LA FRANCE ACCUSÉE D'INGÉRENCE DANS LA PRÉSIDENTIELLE
Les zones d'ombre entourant la renonciation effective de Karim Wade à la nationalité française et sa validation par le Conseil constitutionel sénégalais alimentent les soupçons sur les réelles motivations du gouvernement de Macron
La publication soudaine d'un décret du gouvernement français déchoyant officiellement Karim Wade de sa nationalité française jette le trouble sur l'élection présidentielle du 25 février prochain. Alors que sa double nationalité hypothéquait sa candidature, cet acte express du cabinet d'Emmanuel Macron alimente les accusations d'ingérence de la France.
Signé à peine un mois après sa prise de fonctions par le Premier ministre Gabriel Attal et son ministre de l'Intérieur Gérald Darmanin, le document du 16 janvier 2024 stipulant que le candidat du PDS "est libéré de son allégeance à l'égard de la France" a de quoi interroger. C'est en tout cas l'analyse de Juan Branco, avocat français du candidat Ousmane Sonko actuellement en prison.
"A peine nommé à Matignon, quelle est l’une des premières décisions du jeune premier ministre, Gabriel Attal ? S’ingérer dans l’élection présidentielle d’un pays africain, en l’occurrence le Sénégal, en tentant de sauver la candidature de Karim Wade. La Françafrique a les dents longues", s'insurge Me Branco sur X (ex-Twitter).
Au Sénégal également, les soupçons sont nombreux. Le parti d'opposition La République des valeurs, qui avait saisi le Conseil constitutionnel d'un recours contre la candidature de Karim Wade, campe sur ses positions. « Même si c’est la tâche du Premier ministre et du ministre de l’Intérieur de signer les décrets, le timing laisse penser que le gouvernement français s’est précipité pour sauver un candidat à la présidentielle sénégalaise", déclare M. Faye, son représentant interrogé par Le Monde.

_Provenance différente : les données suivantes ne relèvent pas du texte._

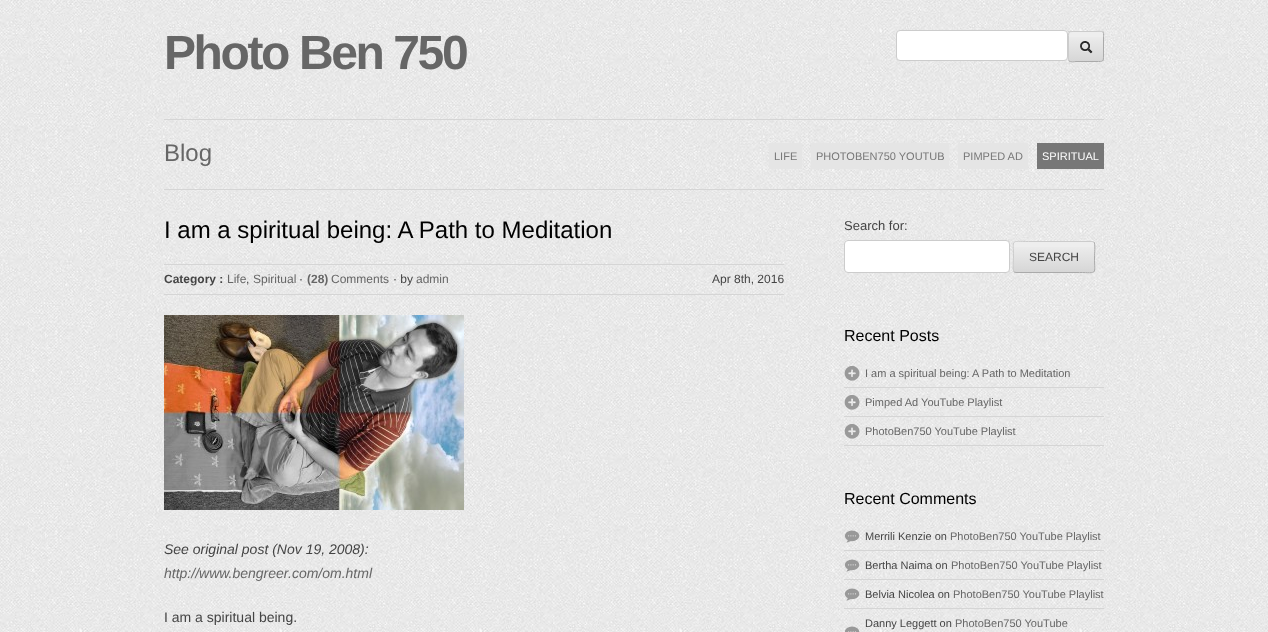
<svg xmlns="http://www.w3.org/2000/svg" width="1268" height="632">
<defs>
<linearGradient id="g1" gradientUnits="userSpaceOnUse" x1="1086" y1="3" x2="1086" y2="32"><stop offset="0" stop-color="#fff" stop-opacity="0.1"/><stop offset="1" stop-color="#000" stop-opacity="0.1"/></linearGradient>
<linearGradient id="g2" gradientUnits="userSpaceOnUse" x1="1086" y1="32" x2="1086" y2="61"><stop offset="0" stop-color="#fff" stop-opacity="0.1"/><stop offset="1" stop-color="#000" stop-opacity="0.1"/></linearGradient>
<linearGradient id="g3" gradientUnits="userSpaceOnUse" x1="1054" y1="242" x2="1054" y2="272"><stop offset="0" stop-color="#fff" stop-opacity="0.1"/><stop offset="1" stop-color="#000" stop-opacity="0.1"/></linearGradient>
</defs>
<rect width="100%" height="100%" fill="#fff"/>
<image x="0" y="0" width="1268" height="632" href="media/1.png"/>
<text x="164" y="69" style="font-family:Liberation Sans;font-size:48px;font-weight:bold;letter-spacing:-2.4px;fill:#666">Photo Ben 750</text>
<rect x="896.5" y="30.5" width="171" height="30" rx="3.5" fill="#fff" stroke="#ccc"/>
<rect x="1068" y="31" width="36" height="31" rx="3" fill="#eee"/>
<rect x="1068" y="31" width="36" height="1" fill="url(#g1)"/>
<rect x="1068" y="37" width="36" height="24" fill="url(#g2)"/>
<path d="M1103 32c1 1.5 .5 5 .5 6v17c0 7 0 6.5-7.5 6.5h-20c-1 0-5 1-7-.5" fill="none" stroke="#aaa"/>
<path d="M1069 61c-1-1.5-.5-5-.5-6v-17c0-7 0-6.5 7.5-6.5h20c1 0 5-1 7 .5" fill="none" stroke="#ccc"/>
<image x="1080" y="41" width="13" height="13" href="media/2.png"/>
<rect x="164" y="119" width="940" height="1" fill="#d5d5d5"/>
<rect x="164" y="189" width="940" height="1" fill="#d5d5d5"/>
<text x="164" y="161" style="font-family:Liberation Sans;font-size:24px;fill:#666">Blog</text>
<rect x="769" y="143" width="33" height="26" fill="#e5e5e5"/>
<text x="774" y="160" style="font-family:Liberation Sans;font-size:11px;fill:#777">LIFE</text>
<rect x="811" y="143" width="138" height="26" fill="#e5e5e5"/>
<text x="816" y="160" style="font-family:Liberation Sans;font-size:11px;fill:#777">PHOTOBEN750 YOUTUB</text>
<rect x="958" y="143" width="70" height="26" fill="#e5e5e5"/>
<text x="963" y="160" style="font-family:Liberation Sans;font-size:11px;fill:#777">PIMPED AD</text>
<rect x="1037" y="143" width="67" height="26" fill="#777"/>
<text x="1042" y="160" style="font-family:Liberation Sans;font-size:11px;fill:#fff">SPIRITUAL</text>
<text x="164" y="238" style="font-family:Liberation Sans;font-size:24px;fill:#000">I am a spiritual being: A Path to Meditation</text>
<rect x="164" y="264" width="620" height="1" fill="#d5d5d5"/>
<rect x="164" y="294" width="620" height="1" fill="#d5d5d5"/>
<text x="164" y="283" style="font-family:Liberation Sans;font-size:12px;font-weight:bold;fill:#444">Category :</text>
<text x="227" y="283" style="font-family:Liberation Sans;font-size:12px;fill:#666">Life</text>
<text x="253" y="283" style="font-family:Liberation Sans;font-size:12px;fill:#666">Spiritual</text>
<text x="299" y="283" style="font-family:Liberation Sans;font-size:12px;fill:#444">·</text>
<text x="307" y="283" style="font-family:Liberation Sans;font-size:12px;font-weight:bold;fill:#666">(28)</text>
<text x="331" y="283" style="font-family:Liberation Sans;font-size:12px;fill:#666">Comments</text>
<text x="393" y="283" style="font-family:Liberation Sans;font-size:12px;fill:#444">· by</text>
<text x="416" y="283" style="font-family:Liberation Sans;font-size:12px;fill:#666">admin</text>
<text x="712" y="283" style="font-family:Liberation Sans;font-size:12px;fill:#444">Apr 8th, 2016</text>
<text x="246" y="283" style="font-family:Liberation Sans;font-size:12px;fill:#444">,</text>
<image x="164" y="315" width="300" height="195" href="media/3.png"/>
<text x="164" y="554" style="font-family:Liberation Sans;font-size:14px;font-style:italic;fill:#444">See original post (Nov 19, 2008):</text>
<text x="164" y="578" style="font-family:Liberation Sans;font-size:14px;font-style:italic;fill:#666">http://www.bengreer.com/om.html</text>
<text x="164" y="622" style="font-family:Liberation Sans;font-size:14px;fill:#444">I am a spiritual being.</text>
<text x="844" y="230" style="font-family:Liberation Sans;font-size:13px;fill:#444">Search for:</text>
<rect x="844.5" y="240.5" width="165" height="32" rx="3.5" fill="#fff" stroke="#ccc"/>
<rect x="1013" y="241" width="82" height="32" rx="3" fill="#eee"/>
<rect x="1013" y="247" width="82" height="25" fill="url(#g3)"/>
<path d="M1094 242c1.5 2 .5 12.5 .5 15c0 18.5 3.5 15.5-15 15.5h-63.5l-2-.5" fill="none" stroke="#aaa"/>
<path d="M1014 272c-1.5-2-.5-12.5-.5-15c0-18.5-3.5-15.5 15-15.5h63.5l2 .5" fill="none" stroke="#ccc"/>
<text x="1029" y="261" style="font-family:Liberation Sans;font-size:12px;fill:#444">SEARCH</text>
<text x="844" y="341" style="font-family:Liberation Sans;font-size:16px;fill:#000">Recent Posts</text>
<image x="844" y="366" width="16" height="15" href="media/4.png"/>
<rect x="844" y="387" width="260" height="1" fill="#d5d5d5"/>
<text x="865" y="377" style="font-family:Liberation Sans;font-size:11px;fill:#666">I am a spiritual being: A Path to Meditation</text>
<image x="844" y="395" width="16" height="15" href="media/5.png"/>
<rect x="844" y="416" width="260" height="1" fill="#d5d5d5"/>
<text x="865" y="406" style="font-family:Liberation Sans;font-size:11px;fill:#666">Pimped Ad YouTube Playlist</text>
<image x="844" y="424" width="16" height="15" href="media/6.png"/>
<rect x="844" y="445" width="260" height="1" fill="#d5d5d5"/>
<text x="865" y="435" style="font-family:Liberation Sans;font-size:11px;fill:#666">PhotoBen750 YouTube Playlist</text>
<text x="844" y="504" style="font-family:Liberation Sans;font-size:16px;fill:#000">Recent Comments</text>
<image x="844" y="530" width="16" height="13" href="media/7.png"/>
<rect x="844" y="550" width="260" height="1" fill="#d5d5d5"/>
<text x="865" y="540" style="font-family:Liberation Sans;font-size:11px;fill:#444">Merrili Kenzie on</text>
<text x="950" y="540" style="font-family:Liberation Sans;font-size:11px;fill:#666">PhotoBen750 YouTube Playlist</text>
<image x="844" y="559" width="16" height="13" href="media/8.png"/>
<rect x="844" y="579" width="260" height="1" fill="#d5d5d5"/>
<text x="865" y="569" style="font-family:Liberation Sans;font-size:11px;fill:#444">Bertha Naima on</text>
<text x="951" y="569" style="font-family:Liberation Sans;font-size:11px;fill:#666">PhotoBen750 YouTube Playlist</text>
<image x="844" y="588" width="16" height="13" href="media/9.png"/>
<rect x="844" y="608" width="260" height="1" fill="#d5d5d5"/>
<text x="865" y="598" style="font-family:Liberation Sans;font-size:11px;fill:#444">Belvia Nicolea on</text>
<text x="953" y="598" style="font-family:Liberation Sans;font-size:11px;fill:#666">PhotoBen750 YouTube Playlist</text>
<image x="844" y="626" width="16" height="6" href="media/10.png"/>
<text x="865" y="627" style="font-family:Liberation Sans;font-size:11px;fill:#444">Danny Leggett on</text>
<text x="955" y="627" style="font-family:Liberation Sans;font-size:11px;fill:#666">PhotoBen750 YouTube</text>
</svg>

Plusieurs zones d'ombre demeurent en effet. À commencer par la date de la renonciation effective de l’ancien ministre exilé au Qatar, qu'il faisait remonter à 2018 mais que le décret fait prendre effet au 16 janvier seulement. Il y a flou aussi sur les raisons ayant poussé le Conseil constitutionnel à valider sa candidature avant même que sa nationalité ne soit officiellement réglée.
En s'immisçant de la sorte dans le jeu politique sénégalais, la France s'expose à de lourdes accusations dont elle a du mal à se défaire sur le continent. L'affaire risque en tout cas de jeter le trouble sur la crédibilité du scrutin à venir.